About this exercise>
All of the data, from the first line to the last, should be reproduced without alteration.

Records from a data collection
============

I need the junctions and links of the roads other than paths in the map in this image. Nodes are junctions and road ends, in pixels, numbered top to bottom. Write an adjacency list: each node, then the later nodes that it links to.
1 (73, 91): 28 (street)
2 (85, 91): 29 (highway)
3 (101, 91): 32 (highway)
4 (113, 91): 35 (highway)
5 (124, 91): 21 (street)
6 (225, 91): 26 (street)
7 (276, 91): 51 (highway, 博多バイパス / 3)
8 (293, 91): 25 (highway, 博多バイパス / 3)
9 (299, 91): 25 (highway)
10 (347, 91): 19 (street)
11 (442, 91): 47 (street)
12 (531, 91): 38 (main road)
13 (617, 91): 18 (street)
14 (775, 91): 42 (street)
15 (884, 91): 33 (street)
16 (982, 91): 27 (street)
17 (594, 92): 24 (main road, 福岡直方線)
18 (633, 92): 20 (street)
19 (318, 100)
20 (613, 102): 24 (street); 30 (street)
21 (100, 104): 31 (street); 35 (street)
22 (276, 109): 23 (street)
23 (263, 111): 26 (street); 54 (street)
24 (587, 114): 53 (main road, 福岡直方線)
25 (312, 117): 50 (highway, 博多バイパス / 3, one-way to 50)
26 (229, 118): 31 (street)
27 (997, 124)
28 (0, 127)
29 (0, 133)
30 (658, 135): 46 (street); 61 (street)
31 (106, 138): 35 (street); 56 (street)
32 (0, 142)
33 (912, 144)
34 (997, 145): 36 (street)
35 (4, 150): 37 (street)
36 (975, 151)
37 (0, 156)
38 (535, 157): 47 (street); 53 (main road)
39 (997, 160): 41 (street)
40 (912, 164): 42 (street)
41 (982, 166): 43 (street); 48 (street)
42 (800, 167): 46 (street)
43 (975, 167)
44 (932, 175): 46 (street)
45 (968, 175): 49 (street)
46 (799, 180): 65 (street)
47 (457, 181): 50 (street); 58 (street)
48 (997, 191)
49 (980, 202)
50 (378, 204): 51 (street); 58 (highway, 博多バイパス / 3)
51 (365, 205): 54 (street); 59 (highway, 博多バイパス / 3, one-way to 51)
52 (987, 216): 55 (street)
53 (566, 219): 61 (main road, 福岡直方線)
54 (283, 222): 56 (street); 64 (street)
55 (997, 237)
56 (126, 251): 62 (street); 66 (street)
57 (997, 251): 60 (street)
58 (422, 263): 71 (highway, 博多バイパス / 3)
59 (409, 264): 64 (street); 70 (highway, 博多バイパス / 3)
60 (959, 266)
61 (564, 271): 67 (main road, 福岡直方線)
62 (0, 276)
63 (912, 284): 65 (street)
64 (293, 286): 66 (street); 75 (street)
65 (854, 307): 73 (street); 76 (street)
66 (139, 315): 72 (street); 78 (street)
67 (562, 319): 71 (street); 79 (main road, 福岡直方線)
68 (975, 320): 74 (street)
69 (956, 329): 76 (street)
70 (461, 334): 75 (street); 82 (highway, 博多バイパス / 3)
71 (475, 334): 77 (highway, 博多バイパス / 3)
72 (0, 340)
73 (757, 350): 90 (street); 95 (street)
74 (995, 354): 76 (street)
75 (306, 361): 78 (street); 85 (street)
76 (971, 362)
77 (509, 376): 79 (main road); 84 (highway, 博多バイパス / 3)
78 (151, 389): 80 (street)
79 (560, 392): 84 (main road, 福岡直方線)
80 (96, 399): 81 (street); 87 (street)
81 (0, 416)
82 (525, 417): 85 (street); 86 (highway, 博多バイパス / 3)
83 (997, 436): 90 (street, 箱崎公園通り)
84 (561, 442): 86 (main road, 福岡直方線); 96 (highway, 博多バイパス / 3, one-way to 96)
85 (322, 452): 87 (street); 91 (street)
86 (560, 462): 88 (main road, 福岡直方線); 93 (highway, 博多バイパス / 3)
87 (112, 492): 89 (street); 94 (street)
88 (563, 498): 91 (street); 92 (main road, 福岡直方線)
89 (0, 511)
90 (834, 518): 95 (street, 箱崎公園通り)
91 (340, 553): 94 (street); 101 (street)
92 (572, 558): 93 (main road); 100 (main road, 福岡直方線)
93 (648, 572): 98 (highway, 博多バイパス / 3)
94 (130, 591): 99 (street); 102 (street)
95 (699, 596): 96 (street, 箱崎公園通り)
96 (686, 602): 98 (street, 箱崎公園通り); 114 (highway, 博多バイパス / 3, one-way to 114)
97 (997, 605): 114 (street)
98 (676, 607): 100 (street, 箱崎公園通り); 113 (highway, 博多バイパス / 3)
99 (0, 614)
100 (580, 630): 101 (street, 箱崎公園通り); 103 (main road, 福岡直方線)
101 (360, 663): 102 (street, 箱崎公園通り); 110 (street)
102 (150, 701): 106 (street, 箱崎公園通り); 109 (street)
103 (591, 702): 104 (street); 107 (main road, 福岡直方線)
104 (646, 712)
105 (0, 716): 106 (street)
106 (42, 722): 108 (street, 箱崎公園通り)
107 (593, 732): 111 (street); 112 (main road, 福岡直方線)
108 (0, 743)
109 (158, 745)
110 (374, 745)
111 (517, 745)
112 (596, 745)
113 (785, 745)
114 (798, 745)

============

Exercise solution>
I need the junctions and links of the roads other than paths in the map in this image. Nodes are junctions and road ends, in pixels, numbered top to bottom. Write an adjacency list: each node, then the later nodes that it links to.
1 (73, 91): 28 (street)
2 (85, 91): 29 (highway)
3 (101, 91): 32 (highway)
4 (113, 91): 35 (highway)
5 (124, 91): 21 (street)
6 (225, 91): 26 (street)
7 (276, 91): 51 (highway, 博多バイパス / 3)
8 (293, 91): 25 (highway, 博多バイパス / 3)
9 (299, 91): 25 (highway)
10 (347, 91): 19 (street)
11 (442, 91): 47 (street)
12 (531, 91): 38 (main road)
13 (617, 91): 18 (street)
14 (775, 91): 42 (street)
15 (884, 91): 33 (street)
16 (982, 91): 27 (street)
17 (594, 92): 24 (main road, 福岡直方線)
18 (633, 92): 20 (street)
19 (318, 100)
20 (613, 102): 24 (street); 30 (street)
21 (100, 104): 31 (street); 35 (street)
22 (276, 109): 23 (street)
23 (263, 111): 26 (street); 54 (street)
24 (587, 114): 53 (main road, 福岡直方線)
25 (312, 117): 50 (highway, 博多バイパス / 3, one-way to 50)
26 (229, 118): 31 (street)
27 (997, 124)
28 (0, 127)
29 (0, 133)
30 (658, 135): 46 (street); 61 (street)
31 (106, 138): 35 (street); 56 (street)
32 (0, 142)
33 (912, 144)
34 (997, 145): 36 (street)
35 (4, 150): 37 (street)
36 (975, 151)
37 (0, 156)
38 (535, 157): 47 (street); 53 (main road)
39 (997, 160): 41 (street)
40 (912, 164): 42 (street)
41 (982, 166): 43 (street); 48 (street)
42 (800, 167): 46 (street)
43 (975, 167)
44 (932, 175): 46 (street)
45 (968, 175): 49 (street)
46 (799, 180): 65 (street)
47 (457, 181): 50 (street); 58 (street)
48 (997, 191)
49 (980, 202)
50 (378, 204): 51 (street); 58 (highway, 博多バイパス / 3)
51 (365, 205): 54 (street); 59 (highway, 博多バイパス / 3, one-way to 51)
52 (987, 216): 55 (street)
53 (566, 219): 61 (main road, 福岡直方線)
54 (283, 222): 56 (street); 64 (street)
55 (997, 237)
56 (126, 251): 62 (street); 66 (street)
57 (997, 251): 60 (street)
58 (422, 263): 71 (highway, 博多バイパス / 3)
59 (409, 264): 64 (street); 70 (highway, 博多バイパス / 3)
60 (959, 266)
61 (564, 271): 67 (main road, 福岡直方線)
62 (0, 276)
63 (912, 284): 65 (street)
64 (293, 286): 66 (street); 75 (street)
65 (854, 307): 73 (street); 76 (street)
66 (139, 315): 72 (street); 78 (street)
67 (562, 319): 71 (street); 79 (main road, 福岡直方線)
68 (975, 320): 74 (street)
69 (956, 329): 76 (street)
70 (461, 334): 75 (street); 82 (highway, 博多バイパス / 3)
71 (475, 334): 77 (highway, 博多バイパス / 3)
72 (0, 340)
73 (757, 350): 90 (street); 95 (street)
74 (995, 354): 76 (street)
75 (306, 361): 78 (street); 85 (street)
76 (971, 362)
77 (509, 376): 79 (main road); 84 (highway, 博多バイパス / 3)
78 (151, 389): 80 (street)
79 (560, 392): 84 (main road, 福岡直方線)
80 (96, 399): 81 (street); 87 (street)
81 (0, 416)
82 (525, 417): 85 (street); 86 (highway, 博多バイパス / 3)
83 (997, 436): 90 (street, 箱崎公園通り)
84 (561, 442): 86 (main road, 福岡直方線); 96 (highway, 博多バイパス / 3, one-way to 96)
85 (322, 452): 87 (street); 91 (street)
86 (560, 462): 88 (main road, 福岡直方線); 93 (highway, 博多バイパス / 3)
87 (112, 492): 89 (street); 94 (street)
88 (563, 498): 91 (street); 92 (main road, 福岡直方線)
89 (0, 511)
90 (834, 518): 95 (street, 箱崎公園通り)
91 (340, 553): 94 (street); 101 (street)
92 (572, 558): 93 (main road); 100 (main road, 福岡直方線)
93 (648, 572): 98 (highway, 博多バイパス / 3)
94 (130, 591): 99 (street); 102 (street)
95 (699, 596): 96 (street, 箱崎公園通り)
96 (686, 602): 98 (street, 箱崎公園通り); 114 (highway, 博多バイパス / 3, one-way to 114)
97 (997, 605): 114 (street)
98 (676, 607): 100 (street, 箱崎公園通り); 113 (highway, 博多バイパス / 3)
99 (0, 614)
100 (580, 630): 101 (street, 箱崎公園通り); 103 (main road, 福岡直方線)
101 (360, 663): 102 (street, 箱崎公園通り); 110 (street)
102 (150, 701): 106 (street, 箱崎公園通り); 109 (street)
103 (591, 702): 104 (street); 107 (main road, 福岡直方線)
104 (646, 712)
105 (0, 716): 106 (street)
106 (42, 722): 108 (street, 箱崎公園通り)
107 (593, 732): 111 (street); 112 (main road, 福岡直方線)
108 (0, 743)
109 (158, 745)
110 (374, 745)
111 (517, 745)
112 (596, 745)
113 (785, 745)
114 (798, 745)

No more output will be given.